== Your task ==
Find every line below with the string "down" and pick it out.

○ ○ ○

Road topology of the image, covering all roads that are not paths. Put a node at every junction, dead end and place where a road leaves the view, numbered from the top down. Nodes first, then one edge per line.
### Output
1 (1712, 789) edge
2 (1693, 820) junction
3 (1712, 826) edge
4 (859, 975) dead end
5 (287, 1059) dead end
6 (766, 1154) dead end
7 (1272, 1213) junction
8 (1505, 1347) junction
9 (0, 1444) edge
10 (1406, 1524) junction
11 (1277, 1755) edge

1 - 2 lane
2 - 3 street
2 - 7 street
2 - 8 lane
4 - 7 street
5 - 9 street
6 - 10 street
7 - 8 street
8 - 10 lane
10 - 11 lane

○ ○ ○

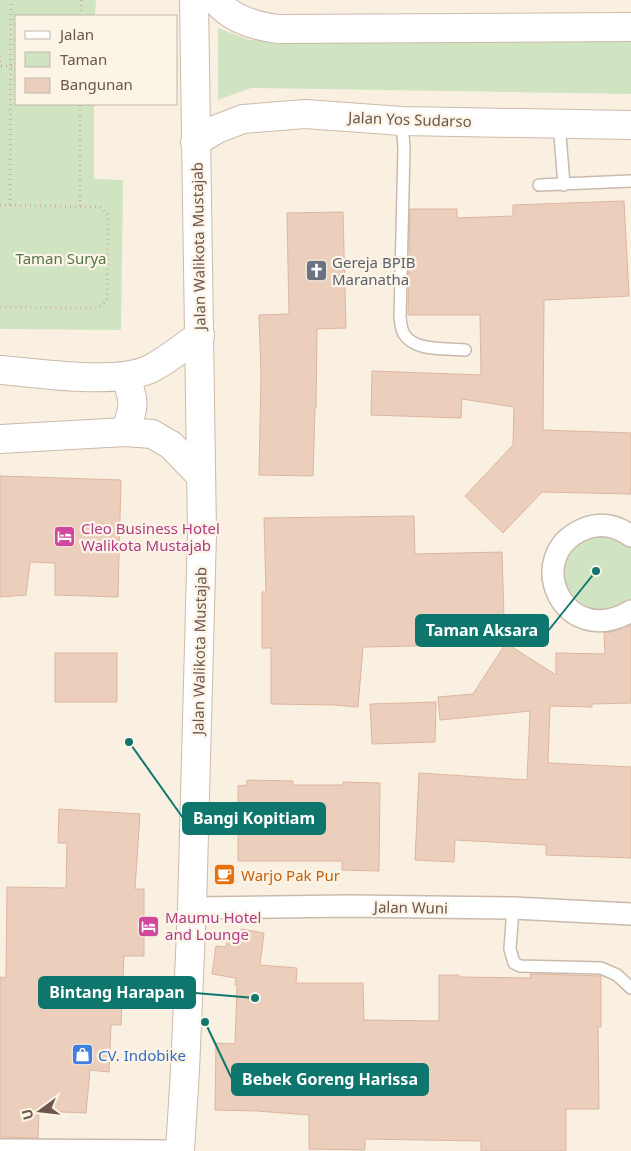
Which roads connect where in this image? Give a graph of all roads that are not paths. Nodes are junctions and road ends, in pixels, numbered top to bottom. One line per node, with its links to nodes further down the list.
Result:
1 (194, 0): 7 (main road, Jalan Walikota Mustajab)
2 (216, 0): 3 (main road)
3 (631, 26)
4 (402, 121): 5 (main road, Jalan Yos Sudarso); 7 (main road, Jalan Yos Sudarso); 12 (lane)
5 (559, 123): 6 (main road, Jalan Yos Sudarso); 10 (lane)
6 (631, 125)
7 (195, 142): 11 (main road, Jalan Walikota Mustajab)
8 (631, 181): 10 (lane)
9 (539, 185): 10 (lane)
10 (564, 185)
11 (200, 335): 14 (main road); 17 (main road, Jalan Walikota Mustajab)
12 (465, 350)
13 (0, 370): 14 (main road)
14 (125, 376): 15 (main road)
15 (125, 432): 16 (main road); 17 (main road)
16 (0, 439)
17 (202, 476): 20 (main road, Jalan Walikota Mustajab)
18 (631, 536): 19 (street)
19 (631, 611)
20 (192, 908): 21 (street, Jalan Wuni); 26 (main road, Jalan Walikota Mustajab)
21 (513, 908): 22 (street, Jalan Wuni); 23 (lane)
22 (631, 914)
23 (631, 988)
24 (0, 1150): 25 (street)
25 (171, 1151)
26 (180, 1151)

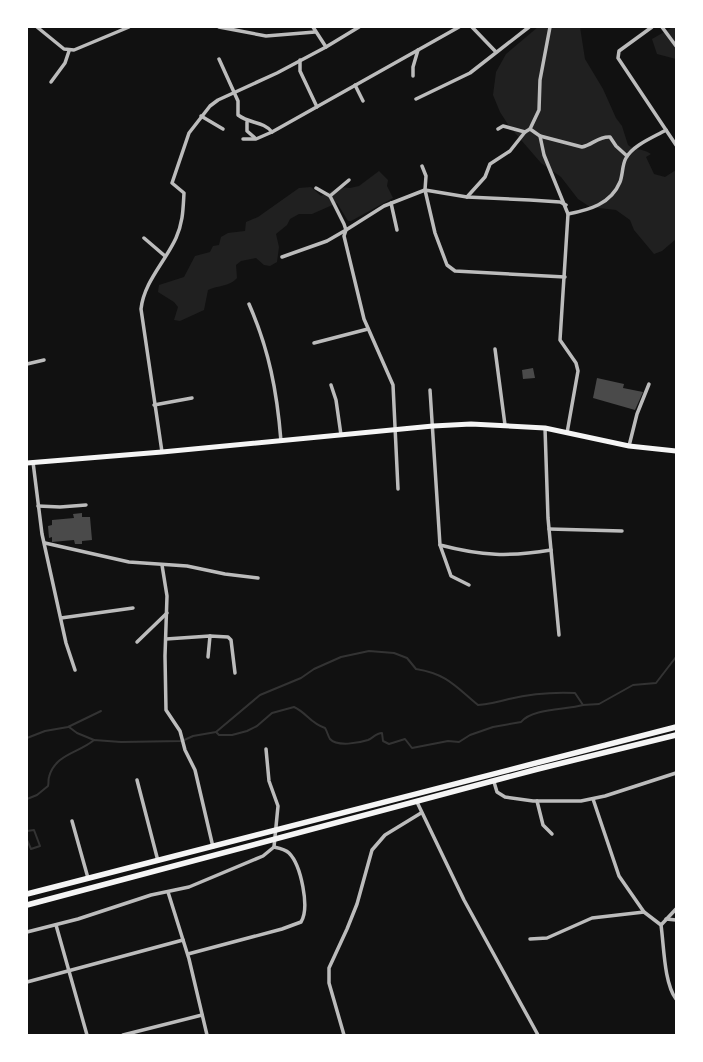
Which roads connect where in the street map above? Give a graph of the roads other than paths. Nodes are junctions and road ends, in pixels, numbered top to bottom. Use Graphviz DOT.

○ ○ ○

== Your response ==
Road topology of the image, covering all roads that are not paths. Put a node at every junction, dead end and place where a road leaves the view, numbered from the top down. Nodes first, then one edge per line.
Which roads connect where in this image? Give a graph of all roads that are not paths. Nodes are junctions and road ends, in pixels, numbered top to bottom. One line per node, with its links to nodes further down the list.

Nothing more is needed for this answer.